Interpreting the Model

Recall the negative binomial regression model,

\ln\left( y \right) = \beta_0 + \beta_1 x_1 + ... + \beta_k x_k

We are modeling the log of the count.
- Interpreting \hat{\beta}_i is an additive effect on the count.
- Interpreting e^{\hat{\beta}_i} is a multiplicative effect on the count.
Thus, when interpreting the slope for x_i, we will look at the Incident Rate Ratio, e^{\hat{\beta}_i}.

Incident Rate Ratios (R)

Like in Poisson regression, we can request the incident rate ratios directly out of tidy(),

model %>% tidy(conf.int = TRUE, exponentiate = TRUE)
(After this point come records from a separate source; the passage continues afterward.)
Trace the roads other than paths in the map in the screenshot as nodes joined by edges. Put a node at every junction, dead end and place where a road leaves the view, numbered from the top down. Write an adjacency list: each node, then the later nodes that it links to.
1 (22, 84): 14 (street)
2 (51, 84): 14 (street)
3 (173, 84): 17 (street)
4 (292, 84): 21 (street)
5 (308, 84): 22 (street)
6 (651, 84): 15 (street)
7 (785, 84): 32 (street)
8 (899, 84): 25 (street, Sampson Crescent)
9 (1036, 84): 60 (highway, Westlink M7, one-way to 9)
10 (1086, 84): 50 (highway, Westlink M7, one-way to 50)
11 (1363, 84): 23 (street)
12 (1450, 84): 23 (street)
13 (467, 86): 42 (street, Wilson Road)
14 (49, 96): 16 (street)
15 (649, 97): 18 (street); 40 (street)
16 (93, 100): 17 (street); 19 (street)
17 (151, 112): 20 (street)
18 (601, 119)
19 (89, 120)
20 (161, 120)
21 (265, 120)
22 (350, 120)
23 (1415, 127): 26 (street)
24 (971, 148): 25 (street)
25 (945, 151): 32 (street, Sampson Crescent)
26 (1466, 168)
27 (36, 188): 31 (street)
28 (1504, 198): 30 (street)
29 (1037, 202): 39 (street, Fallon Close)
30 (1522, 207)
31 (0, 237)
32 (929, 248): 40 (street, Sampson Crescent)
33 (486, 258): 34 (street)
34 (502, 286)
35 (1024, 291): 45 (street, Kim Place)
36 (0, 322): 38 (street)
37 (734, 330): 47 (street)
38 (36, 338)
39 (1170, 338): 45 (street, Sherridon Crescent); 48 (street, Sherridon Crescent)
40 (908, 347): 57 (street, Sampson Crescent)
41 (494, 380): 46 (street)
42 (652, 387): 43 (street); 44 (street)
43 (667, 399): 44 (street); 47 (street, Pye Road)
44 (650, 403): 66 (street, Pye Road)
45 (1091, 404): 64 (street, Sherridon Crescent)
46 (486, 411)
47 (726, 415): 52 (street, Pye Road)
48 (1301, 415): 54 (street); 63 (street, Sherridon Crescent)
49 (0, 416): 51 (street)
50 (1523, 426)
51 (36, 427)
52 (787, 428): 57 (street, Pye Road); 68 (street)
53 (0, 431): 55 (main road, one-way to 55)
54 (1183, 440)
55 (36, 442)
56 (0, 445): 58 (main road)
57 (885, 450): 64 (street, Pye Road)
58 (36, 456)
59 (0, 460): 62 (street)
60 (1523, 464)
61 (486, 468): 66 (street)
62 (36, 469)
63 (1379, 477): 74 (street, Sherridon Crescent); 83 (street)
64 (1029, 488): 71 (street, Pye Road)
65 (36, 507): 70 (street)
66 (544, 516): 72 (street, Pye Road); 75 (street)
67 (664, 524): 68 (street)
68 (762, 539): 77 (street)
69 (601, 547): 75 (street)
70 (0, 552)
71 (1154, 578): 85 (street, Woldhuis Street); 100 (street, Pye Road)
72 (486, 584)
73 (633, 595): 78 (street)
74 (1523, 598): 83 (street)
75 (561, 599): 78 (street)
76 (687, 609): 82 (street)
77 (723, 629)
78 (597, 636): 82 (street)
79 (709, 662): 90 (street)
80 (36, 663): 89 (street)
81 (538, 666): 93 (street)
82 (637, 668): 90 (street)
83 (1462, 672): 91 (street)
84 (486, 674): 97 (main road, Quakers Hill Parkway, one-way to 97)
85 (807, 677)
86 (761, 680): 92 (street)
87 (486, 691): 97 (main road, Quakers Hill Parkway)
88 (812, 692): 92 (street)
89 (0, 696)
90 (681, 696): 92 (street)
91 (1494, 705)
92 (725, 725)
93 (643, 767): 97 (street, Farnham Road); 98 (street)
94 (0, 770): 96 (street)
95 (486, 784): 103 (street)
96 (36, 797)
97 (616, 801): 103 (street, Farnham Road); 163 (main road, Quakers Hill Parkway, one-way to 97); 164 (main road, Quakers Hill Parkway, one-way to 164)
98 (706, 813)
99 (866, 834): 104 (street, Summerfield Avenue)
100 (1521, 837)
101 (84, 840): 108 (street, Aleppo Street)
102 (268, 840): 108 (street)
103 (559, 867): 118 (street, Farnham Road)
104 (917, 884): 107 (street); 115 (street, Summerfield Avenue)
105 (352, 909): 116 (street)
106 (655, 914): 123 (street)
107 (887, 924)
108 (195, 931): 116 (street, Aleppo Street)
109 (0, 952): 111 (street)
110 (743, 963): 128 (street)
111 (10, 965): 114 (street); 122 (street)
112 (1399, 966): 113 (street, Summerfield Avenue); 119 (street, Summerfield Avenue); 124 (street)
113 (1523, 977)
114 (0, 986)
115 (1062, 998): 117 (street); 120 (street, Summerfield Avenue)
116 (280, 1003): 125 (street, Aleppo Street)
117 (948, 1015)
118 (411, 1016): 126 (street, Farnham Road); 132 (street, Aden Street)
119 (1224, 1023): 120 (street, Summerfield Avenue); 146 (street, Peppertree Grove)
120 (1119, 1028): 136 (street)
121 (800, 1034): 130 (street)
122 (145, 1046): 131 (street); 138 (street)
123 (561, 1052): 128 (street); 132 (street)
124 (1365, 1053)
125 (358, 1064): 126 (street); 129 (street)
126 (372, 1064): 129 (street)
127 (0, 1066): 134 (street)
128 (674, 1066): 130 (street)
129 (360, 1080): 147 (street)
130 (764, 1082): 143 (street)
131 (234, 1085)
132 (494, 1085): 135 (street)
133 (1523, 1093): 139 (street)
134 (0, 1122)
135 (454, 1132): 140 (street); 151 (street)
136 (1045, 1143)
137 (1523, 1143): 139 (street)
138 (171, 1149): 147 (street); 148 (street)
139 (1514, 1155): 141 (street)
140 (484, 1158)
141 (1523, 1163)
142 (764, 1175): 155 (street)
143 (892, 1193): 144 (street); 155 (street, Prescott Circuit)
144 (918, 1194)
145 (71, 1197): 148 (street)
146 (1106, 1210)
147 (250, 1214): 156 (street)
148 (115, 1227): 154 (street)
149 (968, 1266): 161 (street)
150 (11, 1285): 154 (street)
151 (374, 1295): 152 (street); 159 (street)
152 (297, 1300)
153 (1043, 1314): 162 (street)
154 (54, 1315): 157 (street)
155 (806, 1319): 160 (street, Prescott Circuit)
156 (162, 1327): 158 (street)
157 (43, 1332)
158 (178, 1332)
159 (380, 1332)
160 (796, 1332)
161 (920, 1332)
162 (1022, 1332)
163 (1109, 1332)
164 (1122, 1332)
Example 1: Interpreting the Model

Finding our incident rate ratios,

m1_final %>% tidy(conf.int = TRUE, exponentiate = TRUE)

In table form,

Predictor	IRR (95% CI for IRR)	p-value
Temperature	1.021 (1.017, 1.026)	< 0.001
Crowd	1.017 (1.014, 1.019)	< 0.001

Example 1: Interpreting the Model

Let’s interpret the incident rate ratios.

Predictor	IRR (95% CI for IRR)	p-value
Temperature	1.021 (1.017, 1.026)	< 0.001
Crowd	1.017 (1.014, 1.019)	< 0.001

For every 1°F increase in temperature, the expected number of squirrels chased increases by a factor of 1.021, holding crowd constant. This is a 2.1% increase.
For every 100 additional guests in the park, the expected number of squirrels chased increases by a factor of 1.017, holding temperature constant. This is a 1.7% increase.

Wrap Up

In this lecture, we have introduced negative binomial regression.
- Negative binomial regression is appropriate for overdispersed count outcomes.
We again saw the log link function.
- We interpret coefficients as multiplicative effects on the count of the outcome.
- These are called the incident rate ratios (IRR).
In the next lecture, we will review visualization of Poisson and negative binomial models.
Next week, we will bring all topics together and review choosing the appropriate regression model for your data.